ARC has published a report on Eliciting Latent Knowledge, an open problem which we believe is central to alignment. We think reading this report is the clearest way to understand what problems we are working on, how they fit into our plan for solving alignment in the worst case, and our research methodology.
The core difficulty we discuss is learning how to map between an AI’s model of the world and a human’s model. This is closely related to ontology identification (and other similar statements). Our main contribution is to present many possible approaches to the problem and a more precise discussion of why it seems to be difficult and important.
The report is available here as a google document. If you’re excited about this research, we’re hiring!
Q&A
We’re particularly excited about answering questions posted here throughout December. We welcome any questions no matter how basic or confused; we would love to help people understand what research we’re doing and how we evaluate progress in enough detail that they could start to do it themselves.
Thanks to María Gutiérrez-Rojas for the illustrations in this piece (the good ones, blame us for the ugly diagrams). Thanks to Buck Shlegeris, Jon Uesato, Carl Shulman, and especially Holden Karnofsky for helpful discussions and comments.
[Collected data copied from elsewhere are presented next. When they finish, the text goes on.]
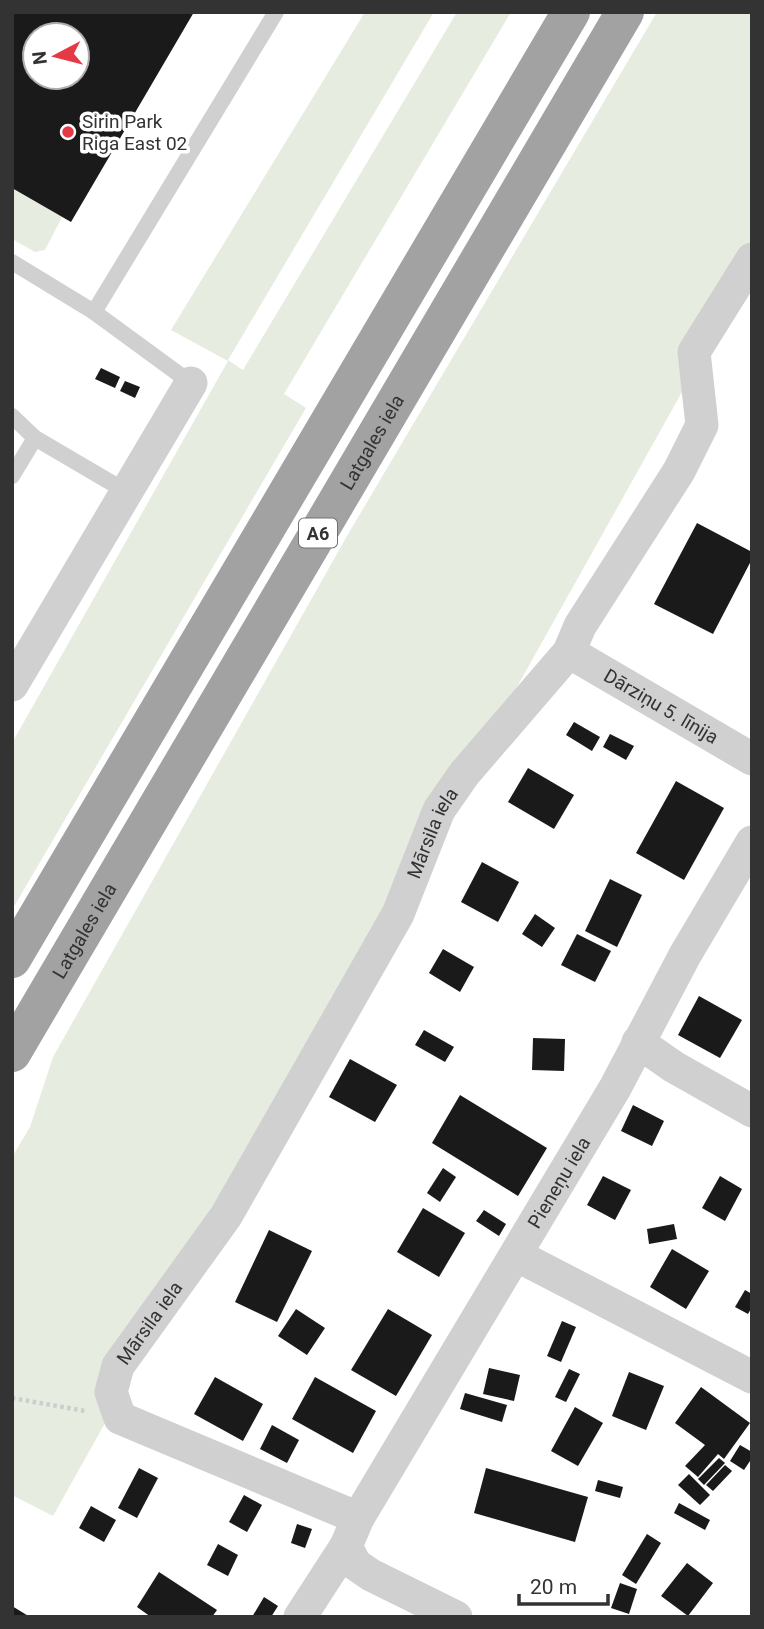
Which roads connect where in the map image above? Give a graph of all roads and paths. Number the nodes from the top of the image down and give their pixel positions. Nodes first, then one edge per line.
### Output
1 (276, 12) edge
2 (571, 12) edge
3 (625, 12) edge
4 (752, 259) edge
5 (12, 262) edge
6 (94, 312) junction
7 (191, 383) joint
8 (12, 416) edge
9 (35, 438) junction
10 (12, 476) edge
11 (127, 492) junction
12 (569, 652) junction
13 (12, 685) edge
14 (752, 759) edge
15 (752, 842) edge
16 (12, 959) edge
17 (638, 1042) junction
18 (12, 1053) edge
19 (752, 1111) edge
20 (516, 1255) junction
21 (752, 1377) edge
22 (12, 1398) edge
23 (120, 1418) junction
24 (352, 1532) junction
25 (300, 1617) edge
26 (456, 1617) edge

1 - 6 lane
2 - 16 highway, A6
3 - 18 highway, Latgales iela / A6
4 - 12 street, Mārsila iela
5 - 6 lane
6 - 7 lane
7 - 11 street
8 - 9 lane
9 - 10 lane
9 - 11 lane
11 - 13 street
12 - 14 street, Dārziņu 5. līnija
12 - 23 street, Mārsila iela
15 - 17 street, Pieneņu iela
17 - 19 street
17 - 20 street, Pieneņu iela
20 - 21 street
20 - 24 street, Pieneņu iela
22 - 23 path
23 - 24 street
24 - 25 street, Pieneņu iela
24 - 26 street

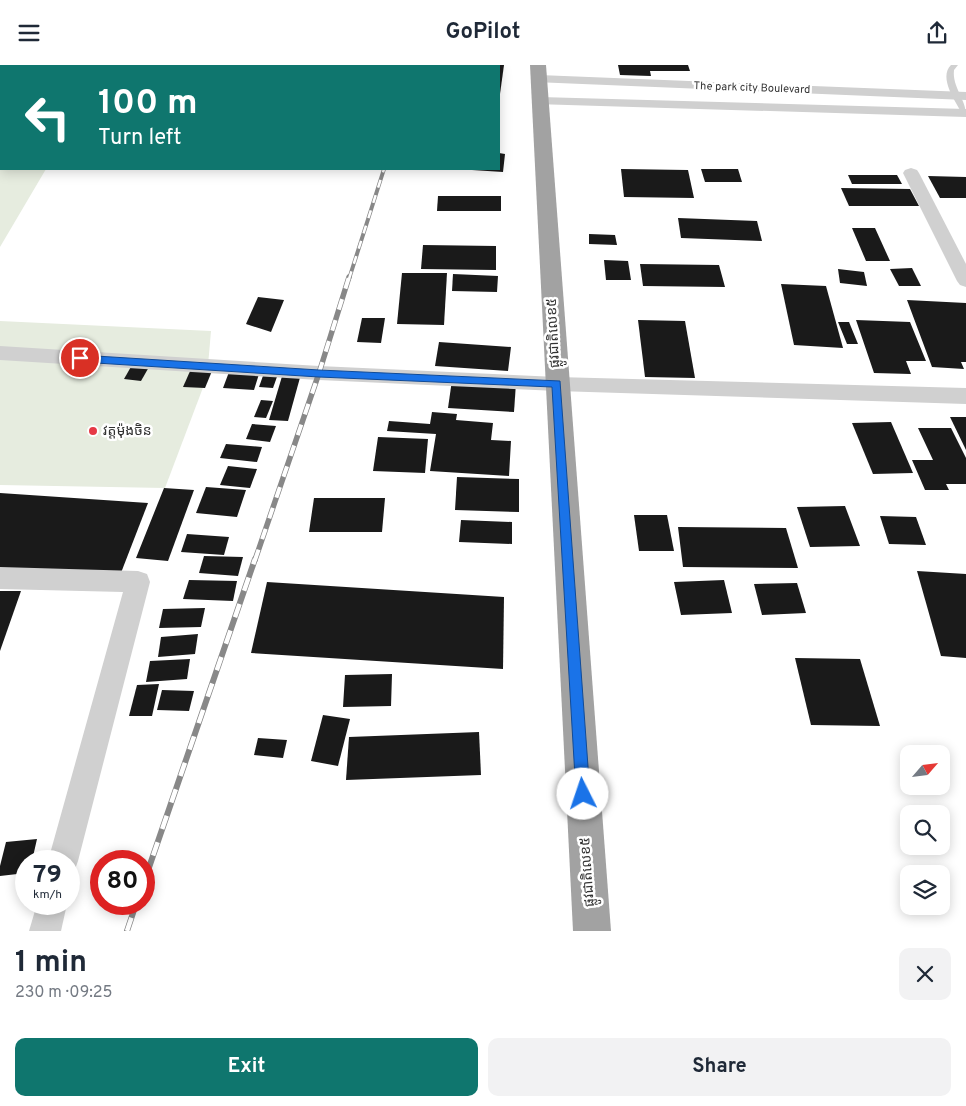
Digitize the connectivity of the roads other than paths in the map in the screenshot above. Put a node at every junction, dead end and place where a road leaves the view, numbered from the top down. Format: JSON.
{"nodes":[{"id":1,"x":956,"y":65,"type":"edge"},
{"id":2,"x":539,"y":82,"type":"edge"},
{"id":3,"x":961,"y":96,"type":"edge"},
{"id":4,"x":966,"y":113,"type":"edge"},
{"id":5,"x":911,"y":173,"type":"dead end"},
{"id":6,"x":966,"y":281,"type":"edge"},
{"id":7,"x":0,"y":353,"type":"edge"},
{"id":8,"x":557,"y":384,"type":"junction"},
{"id":9,"x":966,"y":396,"type":"edge"},
{"id":10,"x":0,"y":578,"type":"edge"},
{"id":11,"x":67,"y":850,"type":"edge"},
{"id":12,"x":49,"y":915,"type":"edge"},
{"id":13,"x":45,"y":931,"type":"edge"},
{"id":14,"x":592,"y":931,"type":"edge"}],
"edges":[{"from":1,"to":3,"type":"lane"},
{"from":2,"to":3,"type":"street","name":"The park city Boulevard"},
{"from":2,"to":4,"type":"street","name":"The park city Boulevard"},
{"from":2,"to":8,"type":"highway","name":"ផ្លូវជាតិលេខ៥"},
{"from":3,"to":4,"type":"lane"},
{"from":5,"to":6,"type":"street"},
{"from":7,"to":8,"type":"street"},
{"from":8,"to":9,"type":"street"},
{"from":8,"to":14,"type":"highway","name":"ផ្លូវជាតិលេខ៥"},
{"from":10,"to":11,"type":"street"},
{"from":12,"to":13,"type":"street"}]}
ELK was one of my first exposures to AI safety. I participated in the ELK contest shortly after moving to Berkeley to learn more about longtermism and AI safety. My review focuses on ELK’s impact on me, as well as my impressions of how ELK affected the Berkeley AIS community.
Things about ELK that I benefited from
Understanding ARC’s research methodology & the builder-breaker format. For me, most of the value of ELK came from seeing ELK’s builder-breaker research methodology in action. Much of the report focuses on presenting training strategies and presenting counterexamples to those strategies. This style of thinking is straightforward and elegant, and I think the examples in the report helped me (and others) understand ARC’s general style of thinking.
Understanding the alignment problem. ELK presents alignment problems in a very “show, don’t tell” fashion. While many of the problems introduced in ELK have been written about elsewhere, ELK forces you to think through the reasons why your training strategy might produce a dishonest agent (the human simulator) as opposed to an honest agent (the direct translator). The interactive format helped me more deeply understand some of the ways in which alignment is difficult.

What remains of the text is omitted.